What Happens When You Stop Chasing Completions
When you stop chasing completions as your primary measure of success, something powerful happens: you start designing learning that actually works.
Instead of asking, "How can we get more people to finish this course?", you start asking, "How can we make sure this learning solves the business problem?"
The design changes. The follow-up changes. The conversations change. And most importantly, the results change.
Teams begin to feel the difference. Learning becomes less about ticking boxes and more about solving real problems. Learners stop feeling like passive consumers and start becoming active participants in their own growth. Managers get involved because they can finally see the link between development and performance.
That's the shift. That's what learning with impact looks like.
A Final Word To L&D Leaders
If you're still reporting completion rates as your primary measure of success, you're not alone. For years, the industry has pushed these numbers because they were easy to track and made us look busy.
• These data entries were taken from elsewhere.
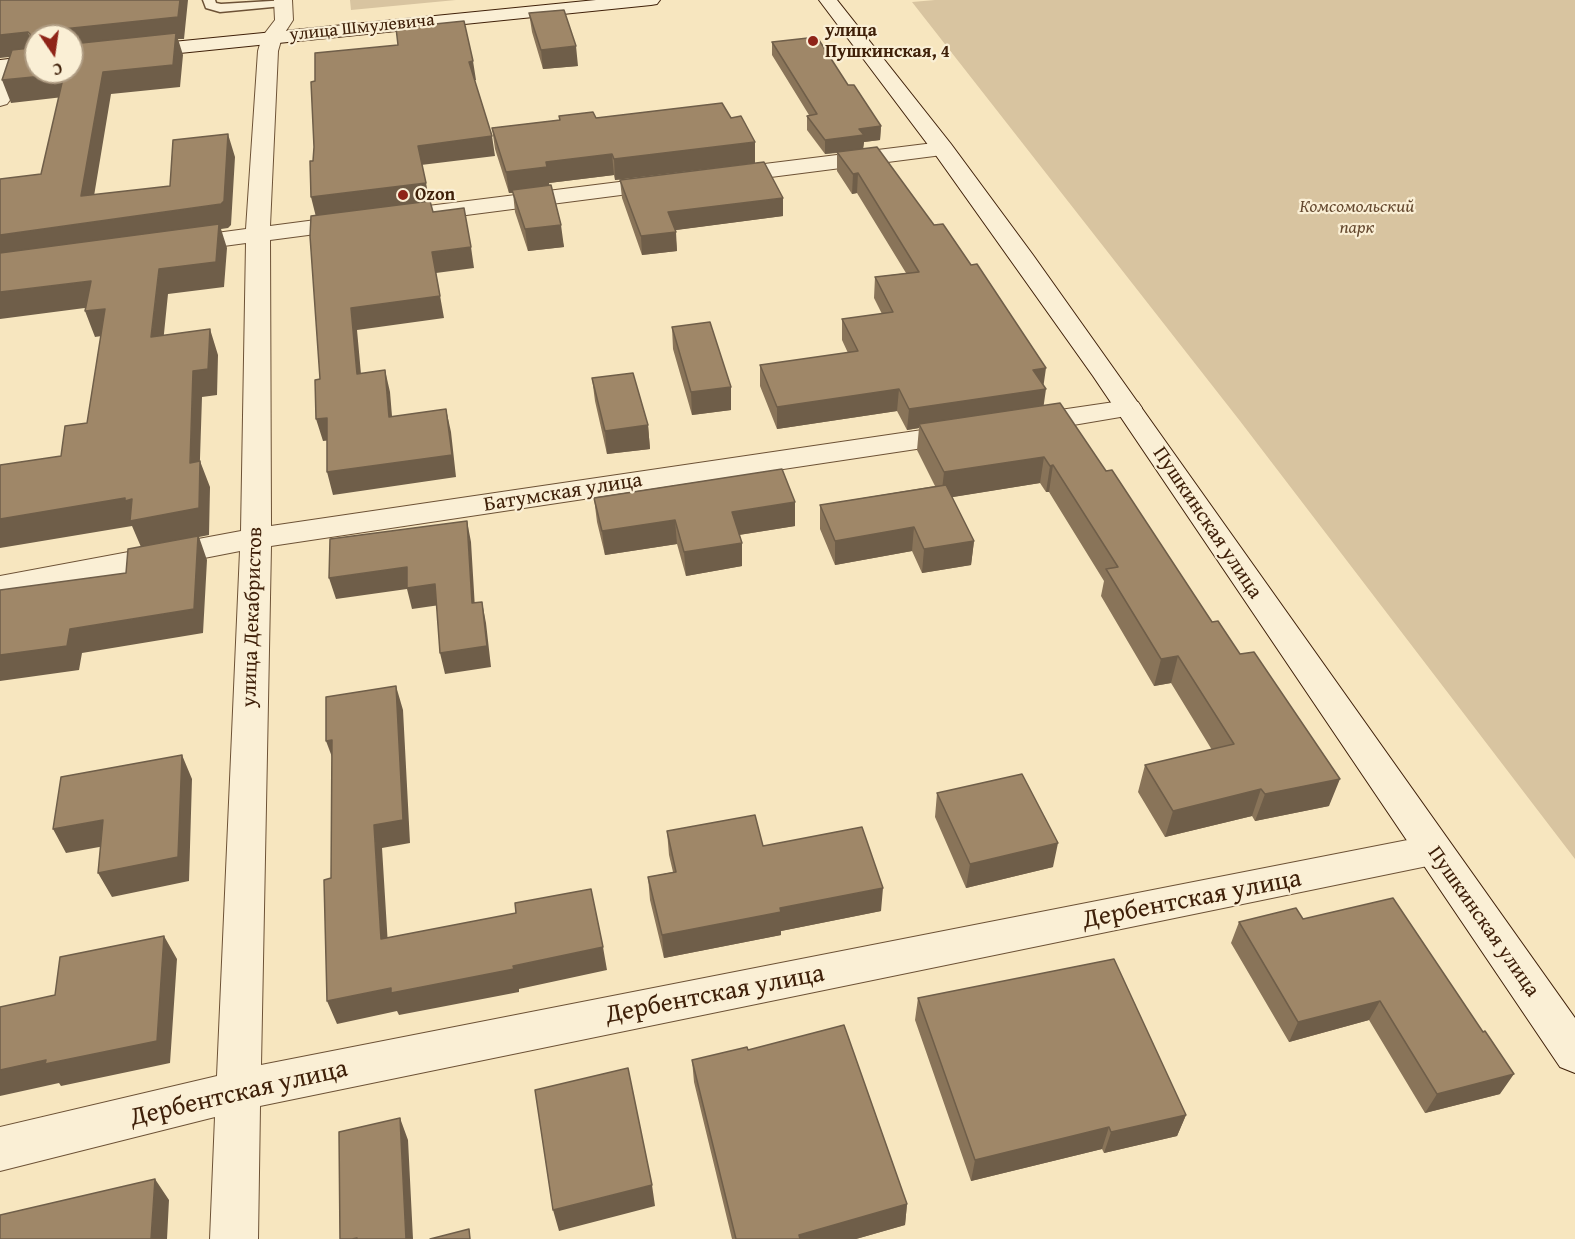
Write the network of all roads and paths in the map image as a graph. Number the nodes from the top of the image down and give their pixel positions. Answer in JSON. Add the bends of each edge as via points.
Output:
{"nodes":[{"id":1,"x":208,"y":0,"type":"edge"},
{"id":2,"x":651,"y":0,"type":"edge"},
{"id":3,"x":828,"y":0,"type":"edge"},
{"id":4,"x":283,"y":1,"type":"edge"},
{"id":5,"x":272,"y":37,"type":"junction"},
{"id":6,"x":84,"y":57,"type":"edge"},
{"id":7,"x":24,"y":63,"type":"edge"},
{"id":8,"x":5,"y":65,"type":"edge"},
{"id":9,"x":0,"y":100,"type":"edge"},
{"id":10,"x":942,"y":149,"type":"junction"},
{"id":11,"x":401,"y":216,"type":"edge"},
{"id":12,"x":378,"y":219,"type":"edge"},
{"id":13,"x":258,"y":234,"type":"junction"},
{"id":14,"x":154,"y":249,"type":"edge"},
{"id":15,"x":1128,"y":408,"type":"junction"},
{"id":16,"x":256,"y":539,"type":"junction"},
{"id":17,"x":0,"y":586,"type":"edge"},
{"id":18,"x":1432,"y":851,"type":"junction"},
{"id":19,"x":1575,"y":1053,"type":"edge"},
{"id":20,"x":238,"y":1090,"type":"junction"},
{"id":21,"x":0,"y":1149,"type":"edge"},
{"id":22,"x":234,"y":1239,"type":"edge"}],
"edges":[{"from":1,"to":4,"type":"lane","via":[[210,5],[220,8]]},
{"from":2,"to":5,"type":"street","name":"улица Шмулевича"},
{"from":3,"to":10,"type":"street","name":"Пушкинская улица"},
{"from":4,"to":5,"type":"street","name":"улица Декабристов","via":[[284,20]]},
{"from":5,"to":6,"type":"street","name":"улица Шмулевича"},
{"from":5,"to":13,"type":"street","name":"улица Декабристов"},
{"from":7,"to":8,"type":"street"},
{"from":8,"to":9,"type":"street"},
{"from":10,"to":11,"type":"street"},
{"from":10,"to":15,"type":"street","name":"Пушкинская улица"},
{"from":12,"to":13,"type":"street"},
{"from":13,"to":14,"type":"street"},
{"from":13,"to":16,"type":"street","name":"улица Декабристов"},
{"from":15,"to":16,"type":"street","name":"Батумская улица"},
{"from":15,"to":18,"type":"street","name":"Пушкинская улица"},
{"from":16,"to":17,"type":"street","name":"Батумская улица"},
{"from":16,"to":20,"type":"street","name":"улица Декабристов"},
{"from":18,"to":19,"type":"street","name":"Пушкинская улица"},
{"from":18,"to":20,"type":"street","name":"Дербентская улица"},
{"from":20,"to":21,"type":"street","name":"Дербентская улица"},
{"from":20,"to":22,"type":"street","name":"улица Декабристов"}]}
But busy doesn't mean effective. The future of Learning and Development is performance-focused, outcomes-driven, and impact-obsessed. And that starts with us. As learning leaders, we have to raise the bar on ourselves, our platforms, and our measurement standards.
Let's stop asking, "Did they complete it?", and start asking, "Did it make a difference?" That one question changes everything.
If you're ready to stop counting courses and start counting impact, you're already ahead of most. Now's the time to take the next step and build a learning culture that delivers more than knowledge. One that delivers results.